Through the open windows and door came the sound of voices in the bar punctuated by the knocking of the billiard balls, and there was also a radio turned to a Spanish program whose announcer for once did not have that punctiliously exasperating and forced intonation which is as tedious as an American putting on a British accent.
Oh yes, everything was quite Spanish; the setting just right to make one forget that one was in New York, and Garcia had that look in his eye and those papers in his hand. He regarded his semi-empty bottle, called for two more and then emptied what was left at one draft.
The thing was upon me:
A summer in the early 1870s, Mariano Sandoval came from Jauja to Madrid. He was accompanied by his wife Rosario and their two children, Fernando about ten and Julieta about five. They brought with them a lanky young man of eighteen or nineteen years of age, with faded clothes and complexion: Ledesma.

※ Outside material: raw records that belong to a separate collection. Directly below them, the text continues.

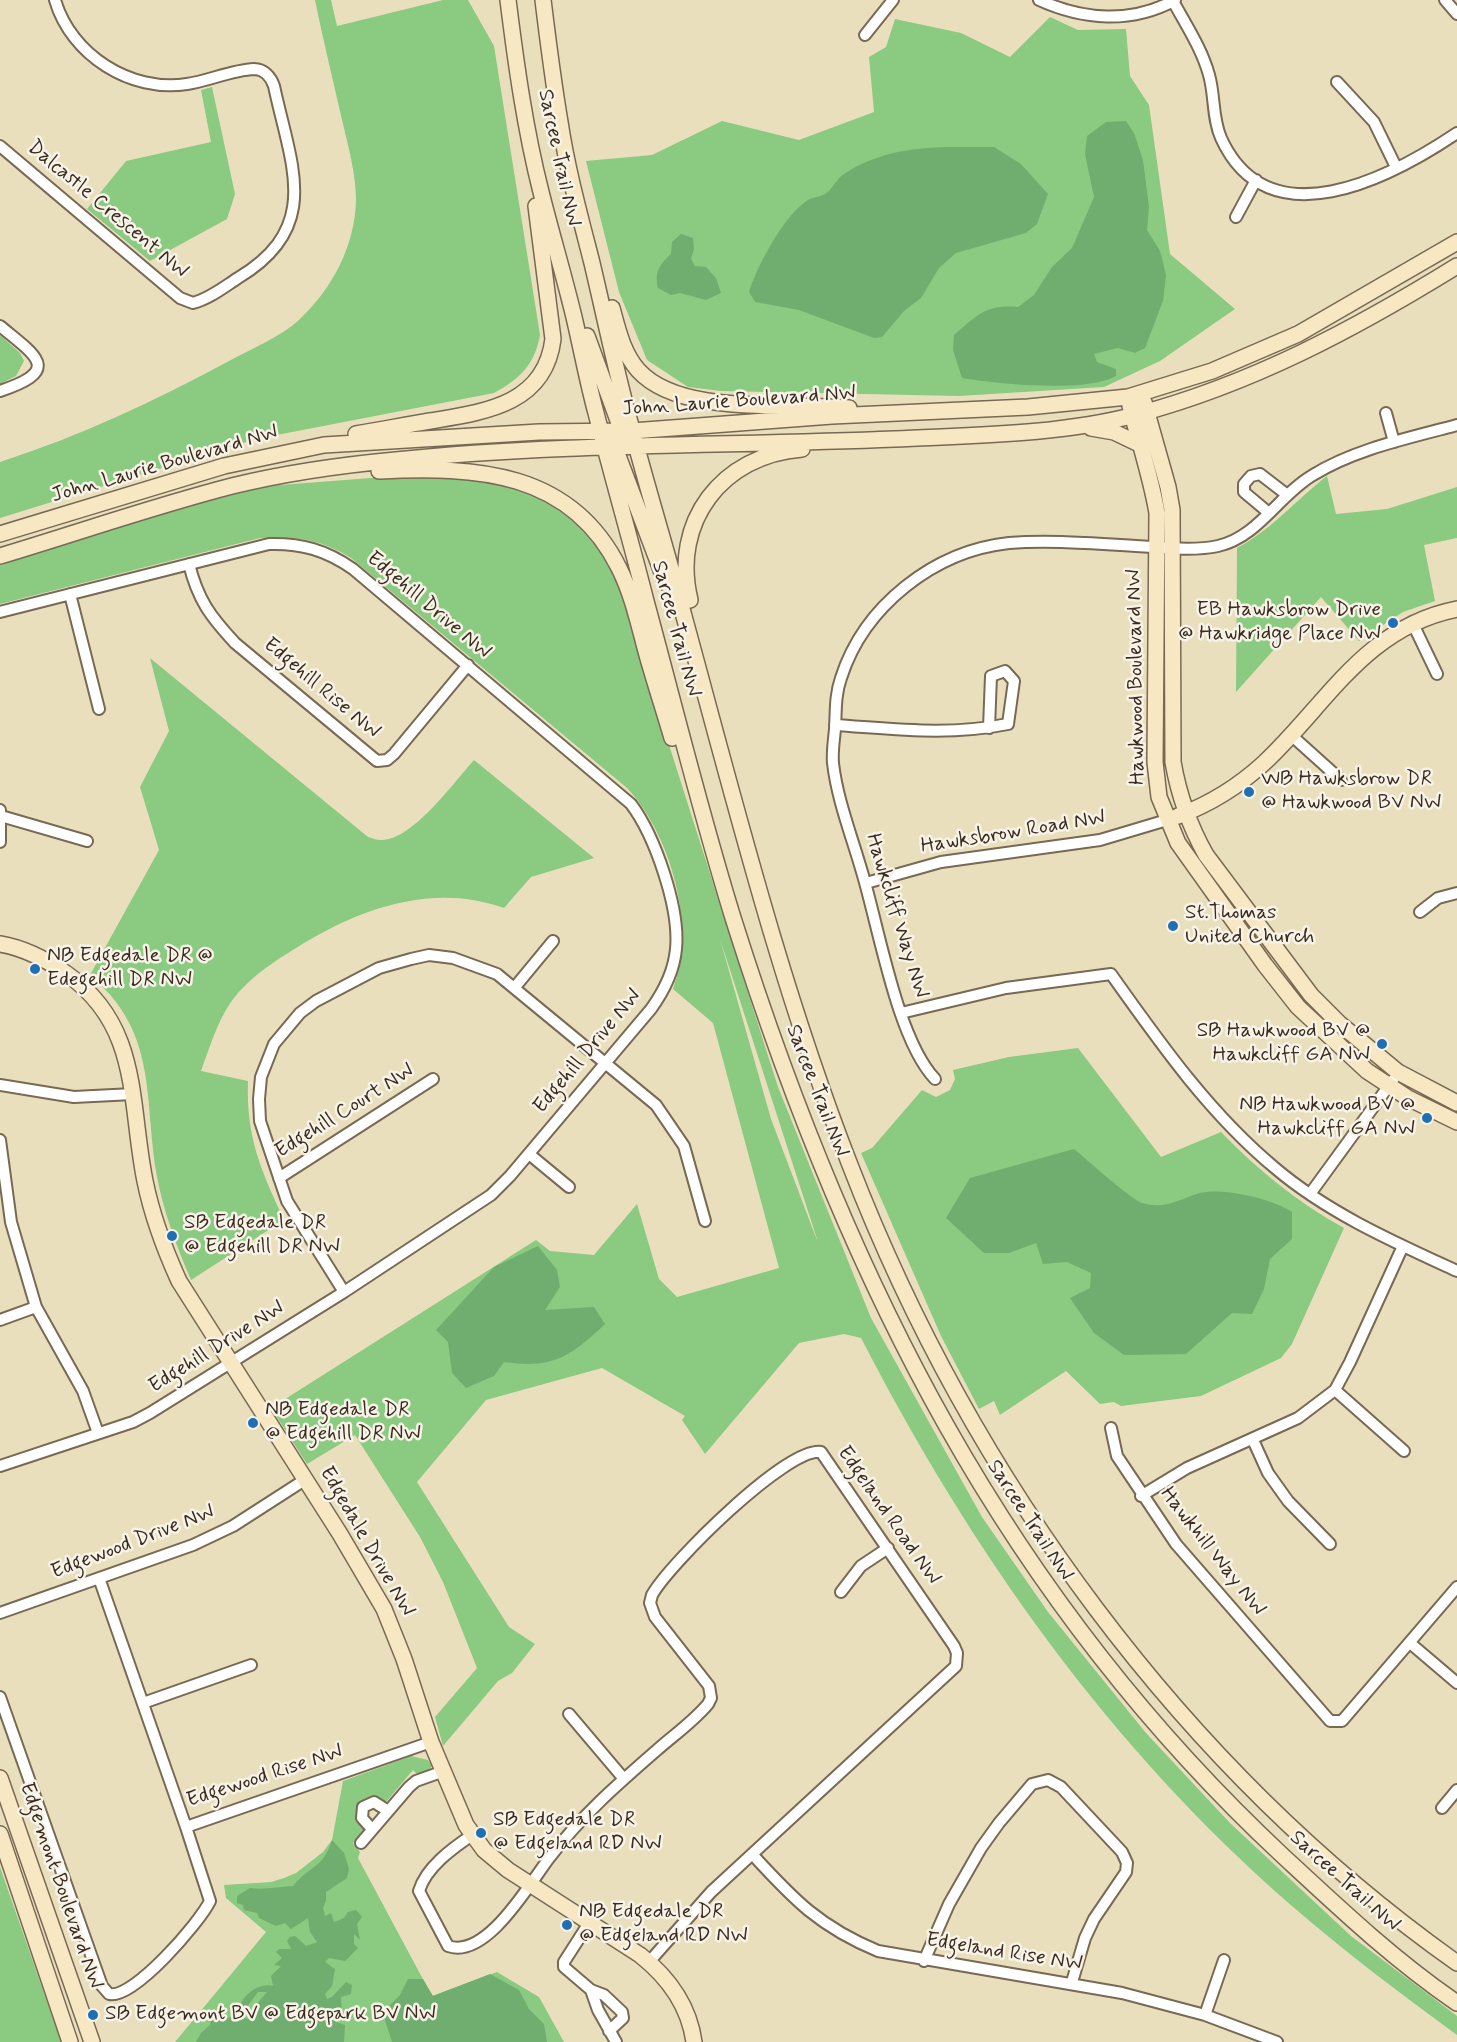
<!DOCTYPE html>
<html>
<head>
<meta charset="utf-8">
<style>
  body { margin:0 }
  canvas { display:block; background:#eadfbc }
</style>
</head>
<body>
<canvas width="1457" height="2042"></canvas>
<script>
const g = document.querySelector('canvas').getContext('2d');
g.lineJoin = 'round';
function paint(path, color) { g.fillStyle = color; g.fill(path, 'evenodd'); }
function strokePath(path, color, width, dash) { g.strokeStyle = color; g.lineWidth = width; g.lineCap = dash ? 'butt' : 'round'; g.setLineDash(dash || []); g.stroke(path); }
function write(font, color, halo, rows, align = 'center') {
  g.font = font + ' Mynerve,sans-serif'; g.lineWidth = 5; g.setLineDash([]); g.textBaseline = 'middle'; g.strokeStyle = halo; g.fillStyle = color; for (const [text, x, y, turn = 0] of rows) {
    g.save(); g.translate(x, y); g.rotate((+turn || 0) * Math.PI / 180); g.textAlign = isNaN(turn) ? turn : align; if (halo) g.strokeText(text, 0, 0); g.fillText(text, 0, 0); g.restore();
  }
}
paint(new Path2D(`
  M315,0H331L337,26L443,0H468L494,46L540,335C535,364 520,379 494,393L256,439L0,518V462C80,436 155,401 229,361C251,349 280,337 299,320C332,289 355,246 356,200C356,174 348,145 342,120C333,80 323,40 315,0Z
  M1050,17L1078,30L1126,29L1130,76L1149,105L1170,254L1235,309L1160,361L1104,387L959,396L721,391L688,387L647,360L619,292L586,161L652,155L722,121L799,140L874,112L869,57L886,47L895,19L961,33L1010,57Z
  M212,87L235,194L227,219L150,261L87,209L126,161L211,142L201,90Z
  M0,335L20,353L24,361L16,376L0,384Z
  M459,476L511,484L509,488L513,489L515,485L556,502L590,533L613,569L778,1087L871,1318L982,1517L1048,1612L1146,1733L1230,1823L1351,1936L1457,2016V2035C1401,1994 1345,1952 1292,1906C1109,1747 972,1553 861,1338L844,1334L799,1343L705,1454L682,1420L685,1416L602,1368L486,1400L417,1482L509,1627L535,1644L512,1673L498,1681L443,1746L435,1717L477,1668L443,1582L420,1537L355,1435L307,1464L271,1408L536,1240L550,1251L594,1255L637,1204L659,1279L677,1297L779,1268L713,1023L673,989C697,927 671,835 627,788L351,558C321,539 294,536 260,538L0,604V562L146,517L267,486L371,478ZM720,939L817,1239V1240L771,1119Z
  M1327,476L1336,514L1387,509L1457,487V538L1424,545L1435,601L1403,612L1359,641L1321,597L1236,692L1237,548C1271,530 1296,500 1327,476Z
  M150,658L368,837C372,838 377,840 381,840C412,841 454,782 474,760L594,858L531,877L504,908C432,882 358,909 296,948C275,961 255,974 238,993C219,1015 211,1044 201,1071L248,1081C246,1138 261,1170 284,1220L191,1280C176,1245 162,1208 156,1171C144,1093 157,1032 90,975L159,850L140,787L169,731Z
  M1078,1048L1161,1157L1221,1132C1258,1170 1297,1202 1344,1228L1292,1344L1281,1358L1201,1396L1121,1406L1114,1402L1100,1404L1066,1371L1000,1415L994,1401L979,1409L941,1336L861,1153L872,1148L922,1090L936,1097L950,1090L955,1079L953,1070L1009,1057Z
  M411,1756L428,1760L432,1766L429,1771L418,1775L413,1770L386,1802L371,1797L360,1804L364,1829L353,1843L360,1852L358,1858L432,1996L497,1972L539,1997L564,2042H175L266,1932L226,1898L224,1885L271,1882L284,1878L296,1873L323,1852L332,1840L343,1781Z
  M0,1867L61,2042H0Z`), '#8bca81');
paint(new Path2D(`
  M1126,121L1134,133L1143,160L1149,207L1147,230L1160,251L1166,275L1163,301L1145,348L1135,353L1118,348L1094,354L1097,362L1116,369V376C1086,393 998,384 962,378L953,350L954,335C977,315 987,304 1018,307L1034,295L1052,267L1072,248L1094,197L1085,154L1087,136L1106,122Z
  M948,147H994L1021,164L1048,194L1037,224L1026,233L956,253L939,268L921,298L904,311L882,337L874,338L799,310L755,302L749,292C757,266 784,215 808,200C813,197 820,197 825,194C833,189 836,179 844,174C876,153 910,148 948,147Z
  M681,234L693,238L694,249L691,259L695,266L706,267L716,278L721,293L706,300L680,293L671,295L658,288C654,273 660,264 671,254L672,242Z
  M1074,1149C1086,1159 1132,1200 1142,1203C1165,1210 1180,1199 1200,1193C1222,1187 1274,1199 1292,1212V1239L1270,1259L1264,1289L1252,1314L1232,1313L1186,1354L1124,1355L1094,1333L1070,1298L1090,1288L1091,1273L1067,1262L1043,1264L1036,1243L1009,1253H984L946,1218L970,1178Z
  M538,1246L557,1270L560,1287L545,1310L594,1307L605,1324C570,1357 553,1369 504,1362L494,1376L466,1388L452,1373L448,1342L436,1330L494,1267Z
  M332,1840L344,1853L349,1869L347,1878L326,1892V1901L323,1908L325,1916L331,1913L334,1922L344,1918L348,1912L356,1910L362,1917L357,1924L360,1940L354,1934V1944L358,1948L345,1961L329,1958L325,1962L335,1969L332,1986L325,1994L327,1999L332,1997L346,1982L352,1985L351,1994L341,1997L342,2015L329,2019L345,2025L344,2042H196L201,2033L210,2025L211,2015L220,2016L222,2021L234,2015L252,2020L249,2013L267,1992H258L244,2011L239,2009C242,1995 259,1982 273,1986L271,1976L281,1966L274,1965L282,1958L276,1952L279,1949H291L287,1941L290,1937L295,1936L306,1946L317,1942L310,1932L308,1918L291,1929L285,1923L276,1926L259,1918L257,1913L244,1910L243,1905L237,1903V1896L250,1888C265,1890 278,1887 293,1886C311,1864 322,1870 332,1840Z
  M490,1974L519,1990L529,2009L544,2024L547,2042H392L384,2017L385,2010L400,1995L408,1979H423L433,1996Z`), '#70ae6f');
const street = new Path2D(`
  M1039,0C1083,20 1131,24 1175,0
  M1445,0L1457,14
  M1173,1C1186,25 1202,49 1209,75C1215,95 1212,118 1221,138C1268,242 1390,178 1457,133
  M865,35L893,0
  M1337,82L1374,122L1396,167
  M0,146L180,298L193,303C209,299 224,287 238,278C323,227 291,166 274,86C271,77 264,69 254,69C232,70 208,81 187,84C131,93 71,55 55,0
  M1236,217L1256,180
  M0,326C36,356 63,370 0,391
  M1386,413L1394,442
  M1269,513L1244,492V484L1251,476L1260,474L1286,494
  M189,564C198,600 210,616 235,643L377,761L387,760L394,754L468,665
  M70,594L99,709
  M0,612L269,544C301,543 326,550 353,569L631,804C655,836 680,908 676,949C674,971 664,991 651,1009L510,1176L491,1195L344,1292L150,1413L133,1422L0,1466
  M1412,622L1437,674
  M835,725C896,729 948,736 1008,724L1014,681L1005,671L991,676L989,728
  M1291,735L1341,780
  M1,816L87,841
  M0,842V810
  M866,883L941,862L1100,840L1167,820
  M1420,912L1438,898L1457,893
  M515,987L553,941
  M901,1013L1006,988L1111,974C1160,1043 1209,1113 1275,1168C1328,1213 1394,1242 1457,1271
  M935,1079C897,1039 879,928 862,872C852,837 837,799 833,763C832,752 834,740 835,729C836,711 835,695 841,678C864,606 934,551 1009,543C1055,539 1109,545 1156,547C1176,549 1199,550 1218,546C1258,537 1279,495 1313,475C1355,449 1409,438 1457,425
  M0,1085L74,1097L133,1094
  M0,1140L11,1222L36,1307L83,1391L98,1433
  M529,1154L569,1187
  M279,1178L433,1079
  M1310,1194L1393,1080
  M344,1292L287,1201L260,1121L259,1099L261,1077L274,1044L300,1013L316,1001L379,968L411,959L429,955L453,958L497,974L656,1105L684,1146L705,1221
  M0,1320L36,1307
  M1335,1390L1404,1451
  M1111,1428L1117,1456L1176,1544L1330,1721H1342L1457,1587
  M1253,1440L1268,1473L1288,1501L1330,1544
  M1141,1496L1187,1468L1298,1418L1335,1390L1350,1362L1403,1246
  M99,1578L186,1827L431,1742
  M841,1592L861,1566L888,1548
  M0,1613L193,1545L233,1526L306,1479
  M1410,1643L1457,1683
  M0,1697L102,1986L109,1994C133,2000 200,1922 210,1901L186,1827
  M143,1703L251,1665
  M569,1714L624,1779
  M1442,1808L1457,1790
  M372,1829L362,1818L363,1807L374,1802L388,1811
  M472,1835C453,1848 426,1867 419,1891L448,1946C487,1960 531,1881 550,1857C581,1816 618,1784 657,1750C674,1735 694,1721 708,1704L711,1698L709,1686L655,1617L650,1603L652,1595C670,1563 787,1447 821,1452L954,1646L957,1653L956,1666L711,1892L649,1962
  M361,1843L409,1787L416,1781L444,1771
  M752,1854C794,1900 820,1927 878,1951L1122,1993L1205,2015L1277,2042
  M589,1923L564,1962V1967L591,1990L598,2010L616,2042
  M924,1961L949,1904L981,1848L999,1823L1032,1784L1048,1780L1061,1787L1122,1852L1127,1863L1126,1872L1094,1919L1085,1938L1072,1982
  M591,1990L604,1995L622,2012L623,2018L609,2031
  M1205,2015L1224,1960`);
const secondary = new Path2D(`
  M508,0C516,64 525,129 541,192C551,232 563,272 573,313C581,346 587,380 596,413C612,476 630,538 646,601C675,708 701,815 734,921C847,1279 1004,1596 1283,1856C1338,1907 1394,1960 1457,2003
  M543,0C548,41 553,81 560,122C567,169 580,216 592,263C605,318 616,372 631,426C648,491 668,555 685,620C735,803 781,988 850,1165C971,1478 1182,1768 1457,1963
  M612,308C618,330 623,353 638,370C680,417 790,402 849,408
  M587,336L624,437
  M1144,402L1168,487L1172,510L1173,762C1179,796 1189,825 1206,855L1311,995L1340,1024L1398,1072L1457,1103
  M1130,406C1139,442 1151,477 1157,513L1155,762L1159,797L1178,843L1265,965L1298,1007L1367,1071L1408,1098L1457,1122
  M1091,428L1114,432L1139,444
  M356,434C381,430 405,425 430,421C484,412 545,405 553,339L536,206
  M612,440L666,583
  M379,471C476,466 571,471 619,568C633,596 639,626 647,655C655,683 664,711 672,738
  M0,534L224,466L324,445L539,432L632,431L832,416L1028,407L1128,397L1212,371L1298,334L1457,242
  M0,556C77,533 154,506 232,486C285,473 342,465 396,460C562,443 729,446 895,439C974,435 1058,435 1135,415C1252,384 1355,329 1457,266
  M690,600C671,522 722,455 802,449
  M1178,816C1210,804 1239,786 1264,763C1327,704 1365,627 1457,609
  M0,944C24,948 47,960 67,974C141,1026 129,1102 145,1181C152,1216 164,1248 179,1281L340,1534L384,1609L404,1659L431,1742L466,1825L484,1850L508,1870L640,1955C668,1977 689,2006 694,2042
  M0,1778L92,2042
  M0,1834L70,2042`);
strokePath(street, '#786955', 14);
strokePath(secondary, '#786955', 18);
strokePath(street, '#fff', 10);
strokePath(secondary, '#f7e8c3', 15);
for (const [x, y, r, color] of [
  [1393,623,6,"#1f6fb2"],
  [1249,792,6,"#1f6fb2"],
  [1173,926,6,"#1f6fb2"],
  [35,969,6,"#1f6fb2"],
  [1382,1044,6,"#1f6fb2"],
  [1427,1118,6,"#1f6fb2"],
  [172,1236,6,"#1f6fb2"],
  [253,1423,6,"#1f6fb2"],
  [481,1833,6,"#1f6fb2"],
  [567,1925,6,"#1f6fb2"],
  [93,2015,6,"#1f6fb2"]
]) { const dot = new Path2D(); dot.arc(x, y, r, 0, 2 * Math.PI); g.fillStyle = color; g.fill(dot); strokePath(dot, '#f7f3e8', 2); }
write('21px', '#3b2a1e', '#f7f3e8', [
  ["Sarcee Trail NW",558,158,78],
  ["Dalcastle Crescent NW",107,210,40],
  ["John Laurie Boulevard NW",739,402,-4],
  ["John Laurie Boulevard NW",165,465,-16],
  ["Edgehill Drive NW",428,606,40],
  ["Sarcee Trail NW",675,629,75],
  ["Hawkwood Boulevard NW",1137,677,-91],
  ["Edgehill Rise NW",321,689,40],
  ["Hawksbrow Road NW",1013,833,-9],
  ["Hawkcliff Way NW",896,916,73],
  ["Edgehill Drive NW",588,1052,-50],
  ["Sarcee Trail NW",816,1091,69],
  ["Edgehill Court NW",345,1112,-32],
  ["Edgehill Drive NW",217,1348,-32],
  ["Edgeland Road NW",888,1516,55],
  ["Sarcee Trail NW",1029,1521,57],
  ["Edgedale Drive NW",366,1542,60],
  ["Edgewood Drive NW",133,1543,-21],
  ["Hawkhill Way NW",1212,1552,52],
  ["Edgewood Rise NW",265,1777,-18],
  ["Sarcee Trail NW",1344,1882,42],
  ["Edgemont Boulevard NW",60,1886,71],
  ["Edgeland Rise NW",1004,1953,9]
]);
write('21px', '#3b2a1e', '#f7f3e8', [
  ["EB Hawksbrow Drive",1381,611,"right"],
  ["@ Hawkridge Place NW",1381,635,"right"],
  ["WB Hawksbrow DR",1261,780],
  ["@ Hawkwood BV NW",1261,804],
  ["St.Thomas",1185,914],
  ["United Church",1185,938],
  ["NB Edgedale DR @",47,957],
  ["Edegehill DR NW",47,981],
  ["SB Hawkwood BV @",1370,1032,"right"],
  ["Hawkcliff GA NW",1370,1056,"right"],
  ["NB Hawkwood BV @",1415,1106,"right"],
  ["Hawkcliff GA NW",1415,1130,"right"],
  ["SB Edgedale DR",184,1224],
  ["@ Edgehill DR NW",184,1248],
  ["NB Edgedale DR",265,1411],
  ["@ Edgehill DR NW",265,1435],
  ["SB Edgedale DR",493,1821],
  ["@ Edgeland RD NW",493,1845],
  ["NB Edgedale DR",579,1913],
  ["@ Edgeland RD NW",579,1937],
  ["SB Edgemont BV @ Edgepark BV NW",105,2015]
], 'left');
</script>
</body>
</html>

Señor Sandoval came to Madrid with as much resolution as transportation permitted in those days. That trip meant to him a great deal and Madrid should be, at least for that reason, the place to describe here. However, as the average reader may be considered somewhat acquainted with that capital, a word or two about Jauja will be more adequate at this point, so that the reader will form an idea of the place these people he has just met came from.
Jauja. Houses built on sloping grounds. There is a persistent recollection of buildings some three or four stories high in front, their sides invariably slashed diagonally by a hilly street and, in the back, roofs fading into the stormy ground.